As we sit here today with a new year upon us, I’m excited by the promise of 2016 and yet I can’t help but feel nostalgic for 2015 and the adventures it held.
January 2015 arrived on a wave of excitement with the release of my first non-fiction book. Be the Change in the World (Crabtree Publishing) is a title near to my heart, all the more so as I’ve been hearing from young readers about how they’ve been empowered to make their own changes in the world. Over the past year, I’ve written three further non-fiction titles with Crabtree: Explore with James Cook, Explore with Francisco Pizarro, and Cultural Traditions in South Korea (due out in early 2016.)

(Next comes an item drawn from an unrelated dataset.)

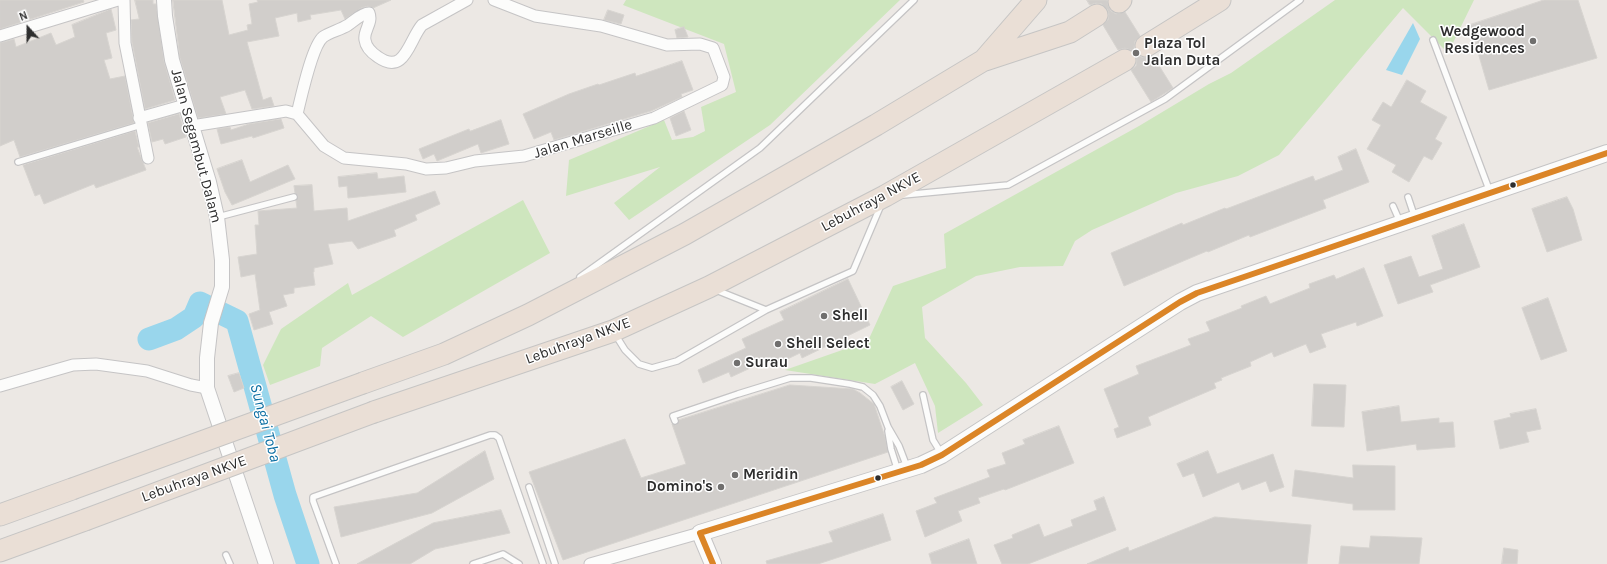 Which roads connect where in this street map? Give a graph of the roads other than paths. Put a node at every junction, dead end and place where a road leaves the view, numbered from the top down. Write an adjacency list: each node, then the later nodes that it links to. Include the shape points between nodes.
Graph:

While 2014 took me to Newfoundland, St. Lucia and Grenada, my travels in 2015 were much closer to home. I met readers at schools, libraries and bookstores all over Ontario. The most exciting event was, of course, my participation in the Telling Tales Festival in Rockton, Ontario. In 2010, I took my first tentative steps towards becoming a children’s writer by attending this magical day. I was lucky to meet and to observe many talented Canadian writers, among them Jeremy Tankard, Frieda Wishinsky, Kenneth Oppel and Robert Munsch. This helped me acknowledge that this vocation, too, was a lifelong dream of mine. I cannot express how thrilled and honoured I was when I was invited to participate this year as a presenter. The entire event sparkled for me–including the kick-off and the follow-up during which I was asked to give a presentation to the students at St. George-German School, a prize awarded to one talented student in the Telling Tales Photo App Contest.
In May, I participated in Authors for Indies Day by becoming a “bookseller for a day” at Manticore Books in Orillia. In October, I visited a class of students doing a “storywalk” with Hamilton Public Library. These students were following enlarged pages of Skink on the Brink as part of an interactive, physical activity leading them around their local park. I’m still beaming that HPL picked my skink book for this literacy initiative–even if I’m constantly having to remind myself that it’s a “storywalk,” not a “skinkwalk.”
I am looking forward to 2016. It will be a year of much exciting book-related travel for me. I have been selected to tour British Columbia’s Interior as part of the TD Canadian Children’s Book Week, an event that pairs authors from across Canada with students in another part of our massive country. My next picture book Double Trouble at The Rooms, which is another story about Natalie and her pet polar bear, will also be coming out at this time. There will be a book launch in Ontario and another in St. John’s, Newfoundland. In June, I’m excited to be presenting at WordPlay, the literacy festival for children of all ages, on Nova Scotia’s north shore.
While I sit at this threshold between the year that has passed and the year still to come, I can see that I will have as much nostalgia on the next January 1st, even as I look forward to 2017. My first novel for middle grade readers and a book still in progress is due to be released as an Orca Currents book early in the year.
With all this to anticipate, I step into 2016 grateful for 2015 and all it held while, at the same time, looking very much forward to all there is still to come.